NewBie's Corner Session 26 Globals and Arrays Part 2

NewBie's Corner Session 26 Globals and Arrays Part 2

Welcome to NewBie's Corner, a weekly or biweekly post covering basic Caché Material.

Globals, Arrays, and Variables Part 2

A thorough understanding of Globals, Arrays, and Variables is foundational for every Caché developer.

Uniqueness of the Caché Global Structure or database

The Caché Database Structure is unique among databases; it was designed and created in the 1960s to be used primarily with HealthCare applications. It has thrived in the Healthcare Industry as well as Financial Information systems and others. It was designed for use in multi-user database-driven applications. It predates "C" and most other current popular languages, and has a very different syntax and terminology.

The Caché Global Structure provides the programmer with a culture of unique freedom in accessing and modifying data without inefficient built-in safeguards. Rather, it relies on the programmer having a disciplined approach to data manipulation.

The Caché Global Structure is based on a B-Tree concept (see below), which permits data to exist in a permanent sorted state, and allows for efficient searches, access, insertions, and deletions. In other words, the data is always sorted, (or indexed) which greatly improves the efficiency of data access.

The Caché Database Structure employs Sparse Arrays. A Sparse Array is an Array without data being populated in all entries. There is no wasted memory or hard disk space with Caché Sparse Arrays. Using Sparse Arrays, data can be inserted into the database quickly and efficiently.

Data stored in Globals is available to every Caché process running on the system. As soon as a Global or Global node is created, it is instantly available to all other processes on the system. This provides a freedom of data access without the excessive overhead of data and record locking seen in other databases. At first glance this may seem chaotic, but handled correctly by the programmer, it works and provides tremendous scalability of data, from a few bytes to terabytes with speeds that far exceed other technologies.

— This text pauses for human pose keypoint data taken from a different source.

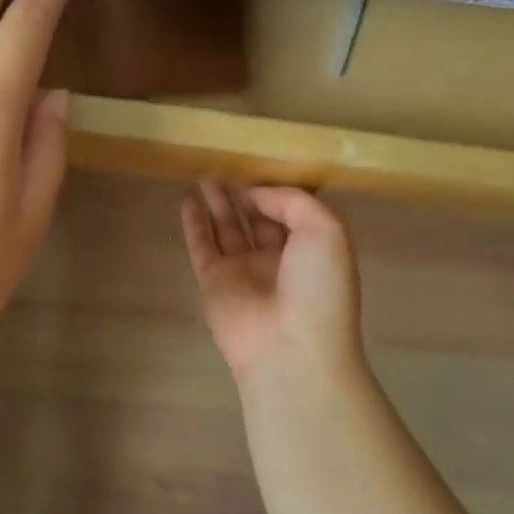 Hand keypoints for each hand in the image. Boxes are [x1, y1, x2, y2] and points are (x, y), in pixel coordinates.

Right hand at [181, 181, 363, 386]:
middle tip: (227, 165)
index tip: (261, 164)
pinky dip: (194, 224)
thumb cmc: (318, 288)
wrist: (291, 349)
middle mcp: (278, 260)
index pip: (293, 212)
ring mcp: (244, 272)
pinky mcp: (214, 282)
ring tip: (205, 174)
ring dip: (218, 203)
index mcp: (312, 250)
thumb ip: (292, 201)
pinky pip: (202, 246)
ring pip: (228, 229)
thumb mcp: (325, 230)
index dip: (278, 190)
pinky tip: (187, 200)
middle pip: (258, 219)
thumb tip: (256, 194)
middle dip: (245, 194)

Uniqueness of Caché Variables

Variables created by one routine are accessible by all routines in a session. This means that if RoutineA creates a variable, RoutineB can access, change or even delete that variable. This allows the programmer a certain freedom in his code. This strategy can be successful as long as the programmer is disciplined in his code writing and uses appropriate Scoping methods like the New command. A Scope is the context within a computer program in which a variable name can be used. Outside of the scope of a variable, the variable's value is not accessible.

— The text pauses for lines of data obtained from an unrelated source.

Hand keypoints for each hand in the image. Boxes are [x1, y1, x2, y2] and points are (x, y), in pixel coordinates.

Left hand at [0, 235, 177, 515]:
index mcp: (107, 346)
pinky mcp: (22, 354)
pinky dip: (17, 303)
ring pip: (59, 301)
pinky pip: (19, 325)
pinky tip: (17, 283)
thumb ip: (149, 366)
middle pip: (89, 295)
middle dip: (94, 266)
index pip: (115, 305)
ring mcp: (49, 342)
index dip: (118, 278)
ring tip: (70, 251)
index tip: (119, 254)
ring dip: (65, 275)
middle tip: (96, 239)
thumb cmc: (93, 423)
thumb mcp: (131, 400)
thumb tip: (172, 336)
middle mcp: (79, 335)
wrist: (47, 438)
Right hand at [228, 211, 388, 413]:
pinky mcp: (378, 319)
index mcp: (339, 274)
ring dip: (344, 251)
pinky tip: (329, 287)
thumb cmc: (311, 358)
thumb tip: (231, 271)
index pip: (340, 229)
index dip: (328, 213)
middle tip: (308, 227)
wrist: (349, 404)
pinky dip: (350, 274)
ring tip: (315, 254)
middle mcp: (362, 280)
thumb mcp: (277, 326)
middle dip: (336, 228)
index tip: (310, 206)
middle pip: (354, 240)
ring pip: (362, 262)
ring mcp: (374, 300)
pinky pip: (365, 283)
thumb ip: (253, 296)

In computer science, a B-tree is a self-balancing tree data structure that keeps data sorted and allows searches, sequential access, insertions, and deletions in logarithmic time. The B-tree is a generalization of a binary search tree in that a node can have more than two children (Comer 1979, p. 123). Unlike self-balancing binary search trees, the B-tree is optimized for systems that read and write large blocks of data. B-trees are a good example of a data structure for external memory. It is commonly used in databases and filesystems.